Criminal cartel case: CDPP v ANZ

ACCC alleged that during the 2015 capital raise, ANZ and the underwriters (being JP Morgan Australia Ltd, Citigroup Global Markets Australia Pty Ltd and Deutsche Bank AG) acted as a cartel in restricting the supply of shares to maintain ANZ’s market price. JP Morgan was granted immunity after cooperating with the investigation.

Breaching cartel laws attracts penalties of, for companies, up to 10% of their turnover or triple the profit gained and, for individuals, up to 10 years in jail.

However, the case was withdrawn by the CDPP last year.

Civil case: ASIC v ANZ

ASIC’s civil case against ANZ had been stayed until the hearing and final determination of the criminal cartel case. With the discontinuance of the criminal cartel case, ASIC was able to continue with its proceedings in which it is seeking a pecuniary penalty order and a declaration that ANZ breached its continuous disclosure obligations under section 674(2) of the Corporations Act 2001 (Cth) (Act) by failing to notify the Australian Securities Exchange (ASX) that approximately $791 million of the $2.5 billion of ANZ shares offered in the placement was to be acquired by its underwriters.

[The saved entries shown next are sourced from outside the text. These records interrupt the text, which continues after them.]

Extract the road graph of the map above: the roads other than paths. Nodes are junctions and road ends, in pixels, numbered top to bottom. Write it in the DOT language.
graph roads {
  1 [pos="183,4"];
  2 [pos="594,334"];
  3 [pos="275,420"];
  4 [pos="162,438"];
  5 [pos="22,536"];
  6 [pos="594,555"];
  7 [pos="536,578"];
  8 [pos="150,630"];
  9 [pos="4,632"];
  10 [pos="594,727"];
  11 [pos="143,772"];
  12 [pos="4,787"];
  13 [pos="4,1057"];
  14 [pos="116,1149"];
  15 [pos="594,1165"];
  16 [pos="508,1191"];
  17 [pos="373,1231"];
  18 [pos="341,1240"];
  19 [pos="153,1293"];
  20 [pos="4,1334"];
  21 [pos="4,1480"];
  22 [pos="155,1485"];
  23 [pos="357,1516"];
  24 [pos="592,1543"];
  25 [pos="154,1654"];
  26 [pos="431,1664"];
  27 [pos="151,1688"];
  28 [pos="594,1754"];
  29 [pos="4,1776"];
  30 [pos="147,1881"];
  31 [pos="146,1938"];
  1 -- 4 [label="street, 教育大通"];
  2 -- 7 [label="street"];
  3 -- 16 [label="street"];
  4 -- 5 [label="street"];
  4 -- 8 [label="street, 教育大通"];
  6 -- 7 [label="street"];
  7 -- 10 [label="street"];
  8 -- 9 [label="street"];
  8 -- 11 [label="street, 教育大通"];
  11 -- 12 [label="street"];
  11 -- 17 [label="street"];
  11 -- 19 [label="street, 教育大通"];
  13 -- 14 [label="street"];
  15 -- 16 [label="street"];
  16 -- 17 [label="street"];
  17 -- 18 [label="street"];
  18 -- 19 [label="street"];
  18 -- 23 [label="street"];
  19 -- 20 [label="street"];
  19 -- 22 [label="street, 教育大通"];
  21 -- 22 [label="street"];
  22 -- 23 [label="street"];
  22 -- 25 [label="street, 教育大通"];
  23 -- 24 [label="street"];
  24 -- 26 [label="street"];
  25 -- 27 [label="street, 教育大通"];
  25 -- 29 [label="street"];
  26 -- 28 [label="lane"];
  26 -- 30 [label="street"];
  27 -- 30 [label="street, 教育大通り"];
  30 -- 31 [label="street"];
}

Section 674(2) of the Act, in combination with ASX Listing Rule 3.1, requires listed entities to notify the ASX immediately of any information which is not generally available of which it becomes aware that a reasonable person would expect, if it were generally available, to have a material effect on the price or value of that entity’s securities.

ASIC alleges that:

  • the fact that the underwriters allocated to themselves and subsequently acquired approximately 31% of the placement shares was material information that should have been disclosed to the market; and
  • the non-disclosed information was likely to influence investors in deciding whether to acquire or dispose of ANZ shares given the significant amount of shares the underwriters had acquired and the expectation that the underwriters would promptly dispose of the shares and place downward pressure on the share price.

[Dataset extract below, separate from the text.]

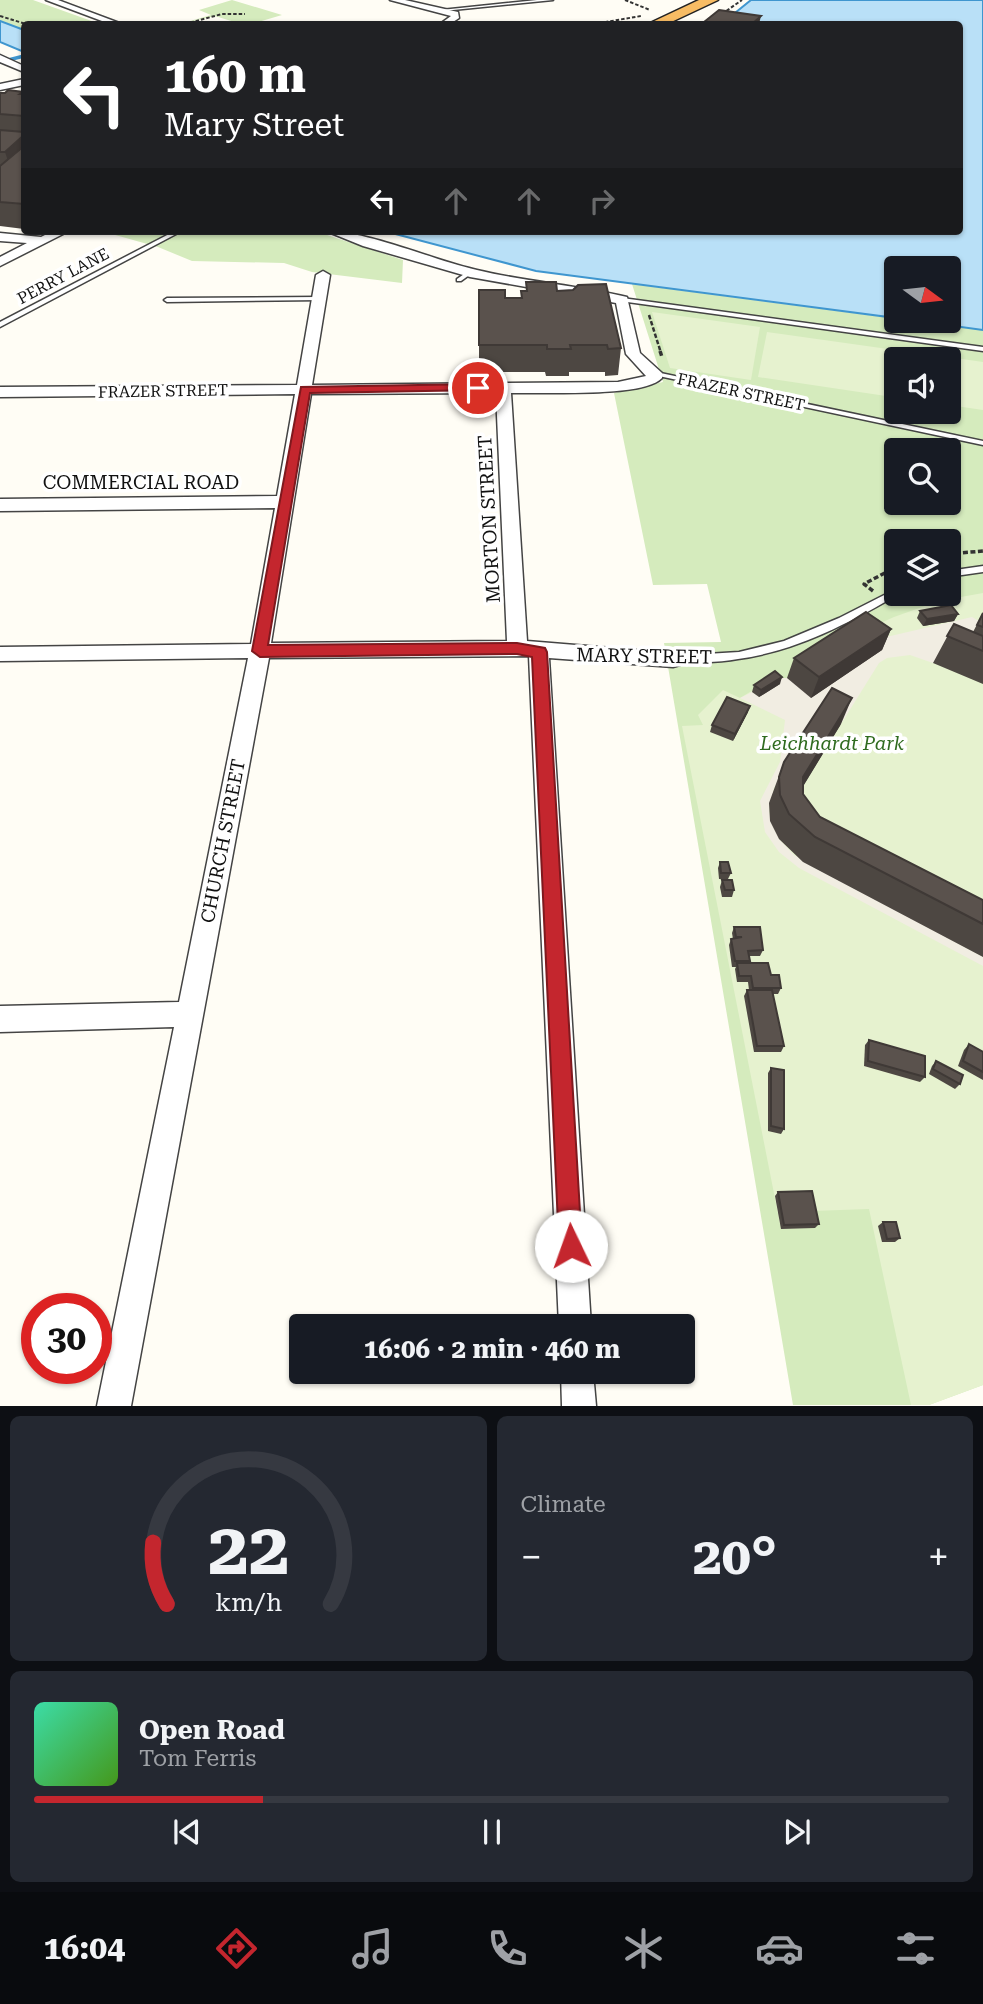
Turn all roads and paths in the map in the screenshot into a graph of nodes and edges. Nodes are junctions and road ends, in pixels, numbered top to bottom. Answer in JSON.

The purpose of the continuous disclosure obligation in the Act is to facilitate the fair, effective and efficient operation of the market and to maintain the integrity of the market by ensuring transparency and equal access to information. ASIC alleges that this was frustrated by ANZ’s non-disclosure and this resulted in:

  • potential purchasers of ANZ shares likely refraining from purchasing shares in anticipation that disposal of shares by the underwriters would present an opportunity to purchase at a lower price; and/or
  • sophisticated traders of ANZ shares likely engaging in trading activities (e.g. shorting shares in anticipation of being able to purchase them at a lower price).

ANZ has denied ASIC’s allegation that it has breached its continuous disclosure obligations, stating in its defence that the non-disclosed information was either immaterial or already understood by market participants, and the shares in question represented less than 1% of the ANZ shares on issue.

During the hearing, the experts for ANZ and ASIC were unable to agree on the extent market participants were aware about the underwriters acquiring the shortfall and on the extent that the non-disclosed information, if disclosed, would have changed the then market expectations.

The hearing concluded on 10 May 2023 and the judgment has been reserved.

This case comes only a few months after the Federal Court handed down the largest ever penalty of $15 million for breaching continuous disclosure laws against former logistics software company, GetSwift Limited. In response to the case, ASIC Deputy Chair Sarah Court stated the following:

‘Disclosure is critical to market integrity and consumer protection. The penalties imposed by the Court demonstrate the extent and seriousness of the misconduct in this matter and the importance placed by the Court on deterring others from engaging in similar behaviour. ASIC will continue to take action to hold companies and individuals to account for corporate misconduct of this kind.’